* [WORK INSTRUCTION]
Note each line in the data holding the string "down" and report it.

* [DATASET ENTRIES]
────────────────────────────────────────
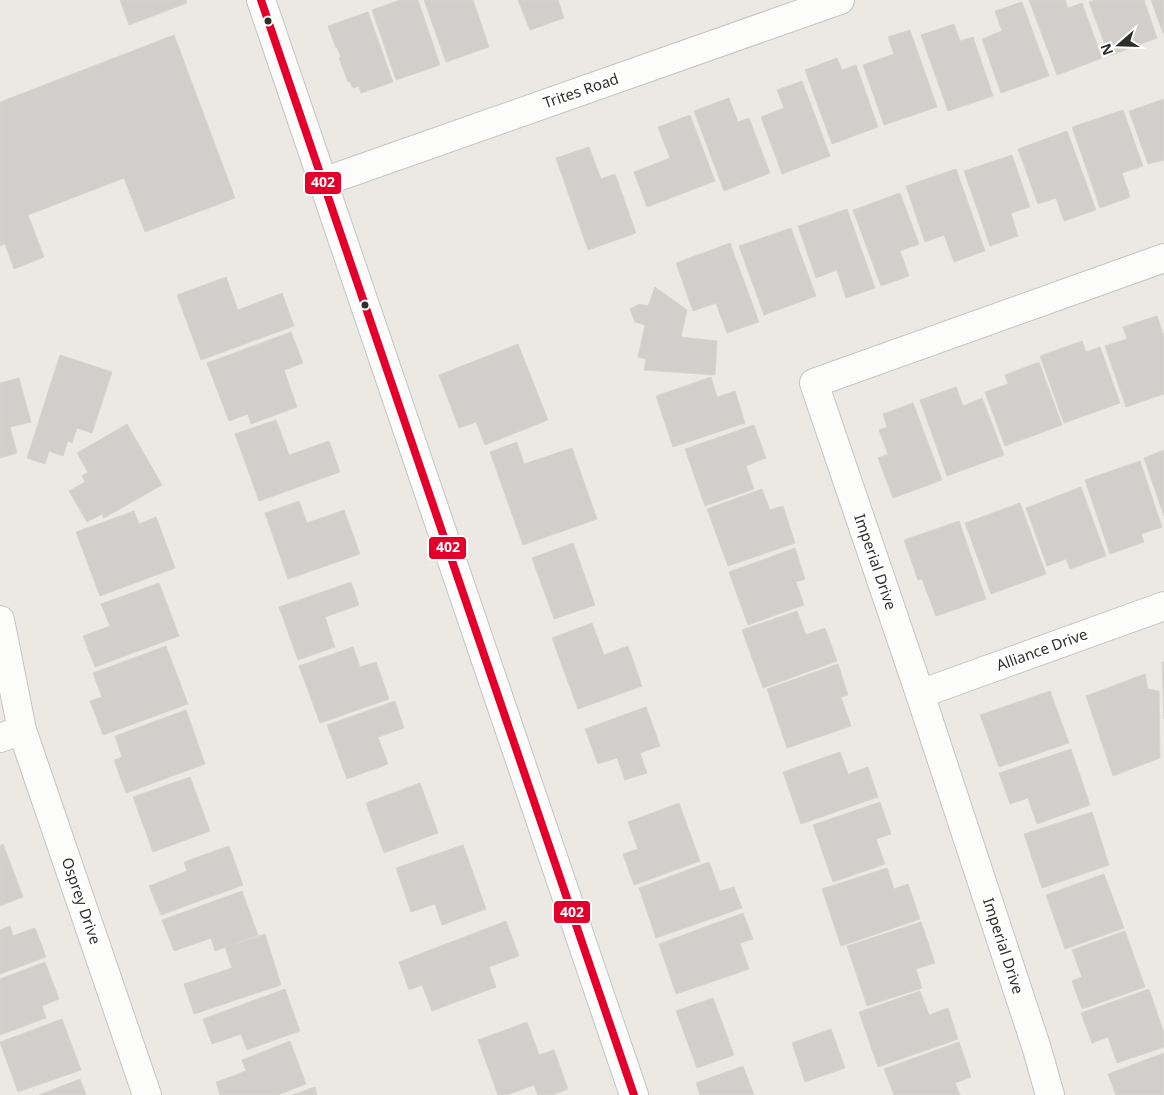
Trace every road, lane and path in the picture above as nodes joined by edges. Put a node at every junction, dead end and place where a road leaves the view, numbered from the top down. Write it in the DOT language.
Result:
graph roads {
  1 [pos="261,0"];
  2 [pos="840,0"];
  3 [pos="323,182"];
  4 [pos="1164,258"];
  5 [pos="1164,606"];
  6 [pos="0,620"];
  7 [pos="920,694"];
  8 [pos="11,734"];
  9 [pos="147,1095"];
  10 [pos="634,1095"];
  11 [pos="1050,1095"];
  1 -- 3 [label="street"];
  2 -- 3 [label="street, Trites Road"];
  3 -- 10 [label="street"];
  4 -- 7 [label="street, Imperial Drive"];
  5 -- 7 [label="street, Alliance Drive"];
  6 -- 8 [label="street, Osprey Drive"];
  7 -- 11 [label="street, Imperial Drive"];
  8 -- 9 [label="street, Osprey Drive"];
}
────────────────────────────────────────
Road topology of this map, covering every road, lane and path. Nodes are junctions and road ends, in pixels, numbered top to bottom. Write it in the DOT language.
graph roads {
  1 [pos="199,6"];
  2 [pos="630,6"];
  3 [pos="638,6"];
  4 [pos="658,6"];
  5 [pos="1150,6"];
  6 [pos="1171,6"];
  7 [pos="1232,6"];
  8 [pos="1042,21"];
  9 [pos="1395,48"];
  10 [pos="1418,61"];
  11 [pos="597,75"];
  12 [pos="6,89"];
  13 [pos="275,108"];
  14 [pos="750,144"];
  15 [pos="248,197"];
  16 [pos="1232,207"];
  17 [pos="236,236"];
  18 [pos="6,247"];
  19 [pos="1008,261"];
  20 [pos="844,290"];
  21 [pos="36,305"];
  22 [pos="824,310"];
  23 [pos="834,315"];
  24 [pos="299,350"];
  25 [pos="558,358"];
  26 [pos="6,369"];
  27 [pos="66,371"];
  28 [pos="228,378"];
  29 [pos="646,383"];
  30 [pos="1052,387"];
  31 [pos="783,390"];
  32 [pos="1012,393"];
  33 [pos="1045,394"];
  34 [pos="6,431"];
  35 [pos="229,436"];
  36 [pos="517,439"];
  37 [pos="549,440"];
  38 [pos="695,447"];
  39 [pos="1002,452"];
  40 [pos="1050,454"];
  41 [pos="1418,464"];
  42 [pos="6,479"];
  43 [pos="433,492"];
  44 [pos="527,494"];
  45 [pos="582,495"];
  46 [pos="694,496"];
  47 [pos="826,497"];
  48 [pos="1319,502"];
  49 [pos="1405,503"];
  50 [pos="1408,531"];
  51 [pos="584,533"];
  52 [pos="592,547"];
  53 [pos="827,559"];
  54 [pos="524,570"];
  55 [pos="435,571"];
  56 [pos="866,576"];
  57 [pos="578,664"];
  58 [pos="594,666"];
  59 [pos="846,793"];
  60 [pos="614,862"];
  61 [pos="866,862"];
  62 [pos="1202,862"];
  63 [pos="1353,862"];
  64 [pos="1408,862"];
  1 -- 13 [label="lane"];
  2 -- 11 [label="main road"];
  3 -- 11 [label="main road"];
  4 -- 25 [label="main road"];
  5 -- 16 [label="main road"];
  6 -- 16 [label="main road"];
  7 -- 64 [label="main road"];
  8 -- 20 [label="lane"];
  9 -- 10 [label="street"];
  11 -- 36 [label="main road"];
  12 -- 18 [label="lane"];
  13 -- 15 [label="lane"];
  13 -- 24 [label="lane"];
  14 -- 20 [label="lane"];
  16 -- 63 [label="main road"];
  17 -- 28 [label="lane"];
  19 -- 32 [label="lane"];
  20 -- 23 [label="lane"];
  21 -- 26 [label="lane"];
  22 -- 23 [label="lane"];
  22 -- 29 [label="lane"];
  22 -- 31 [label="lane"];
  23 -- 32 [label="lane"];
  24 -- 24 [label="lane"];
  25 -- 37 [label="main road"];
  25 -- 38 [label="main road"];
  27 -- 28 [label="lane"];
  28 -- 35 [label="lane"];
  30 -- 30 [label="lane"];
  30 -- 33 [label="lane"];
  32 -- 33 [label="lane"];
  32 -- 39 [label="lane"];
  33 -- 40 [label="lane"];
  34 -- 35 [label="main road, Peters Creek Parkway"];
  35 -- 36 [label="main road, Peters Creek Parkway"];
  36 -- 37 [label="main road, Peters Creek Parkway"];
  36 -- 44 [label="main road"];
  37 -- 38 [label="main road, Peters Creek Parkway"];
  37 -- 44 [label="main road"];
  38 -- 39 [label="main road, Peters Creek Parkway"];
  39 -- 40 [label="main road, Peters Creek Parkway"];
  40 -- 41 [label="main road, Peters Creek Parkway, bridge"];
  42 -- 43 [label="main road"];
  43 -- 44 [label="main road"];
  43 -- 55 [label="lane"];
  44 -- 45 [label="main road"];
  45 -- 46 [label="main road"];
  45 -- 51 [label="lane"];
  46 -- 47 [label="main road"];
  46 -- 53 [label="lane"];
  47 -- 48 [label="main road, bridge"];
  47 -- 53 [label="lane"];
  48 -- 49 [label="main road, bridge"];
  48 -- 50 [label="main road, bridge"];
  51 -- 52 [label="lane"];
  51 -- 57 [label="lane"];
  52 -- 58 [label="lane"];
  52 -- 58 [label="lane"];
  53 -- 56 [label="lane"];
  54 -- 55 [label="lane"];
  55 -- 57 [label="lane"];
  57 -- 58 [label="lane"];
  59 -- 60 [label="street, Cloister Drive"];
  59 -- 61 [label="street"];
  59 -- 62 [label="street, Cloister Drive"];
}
────────────────────────────────────────
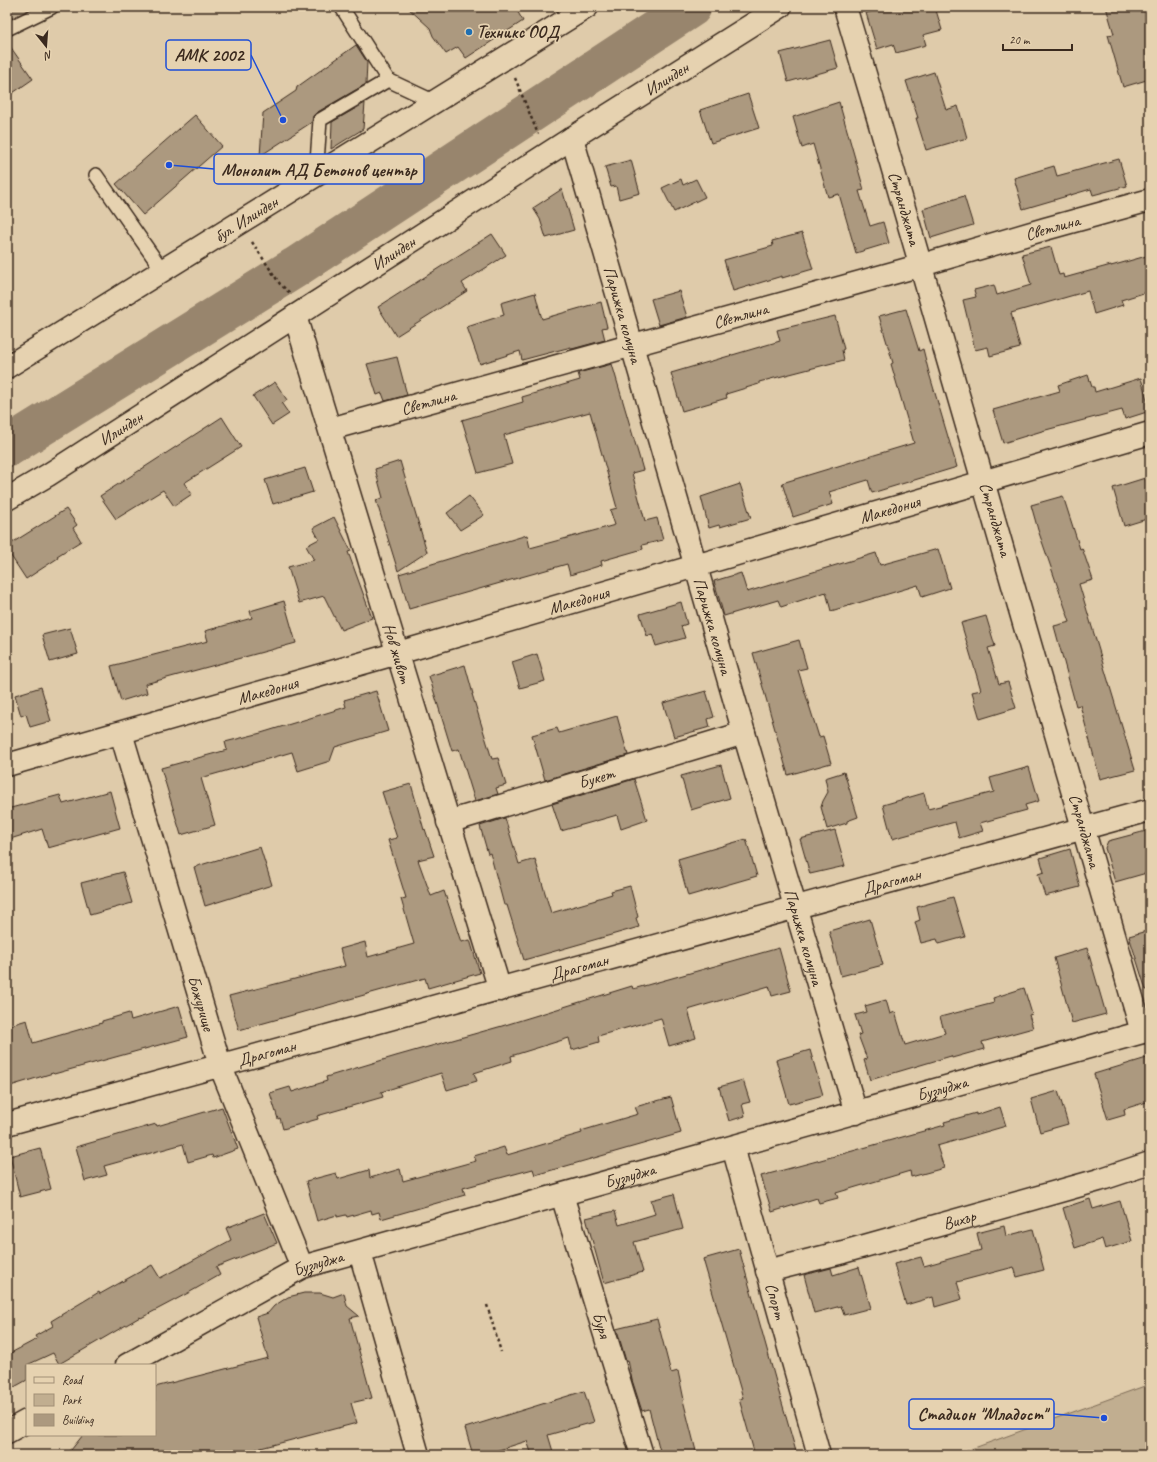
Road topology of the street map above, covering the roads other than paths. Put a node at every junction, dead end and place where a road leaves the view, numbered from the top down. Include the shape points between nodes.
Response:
────────────────────────────────────────
* [ANSWER FOR THIS EXERCISE]
Trace every road, lane and path in the picture above as nodes joined by edges. Put a node at every junction, dead end and place where a road leaves the view, numbered from the top down. Write it in the DOT language.
Road topology of the street map above, covering the roads other than paths. Put a node at every junction, dead end and place where a road leaves the view, numbered from the top down. Include the shape points between nodes.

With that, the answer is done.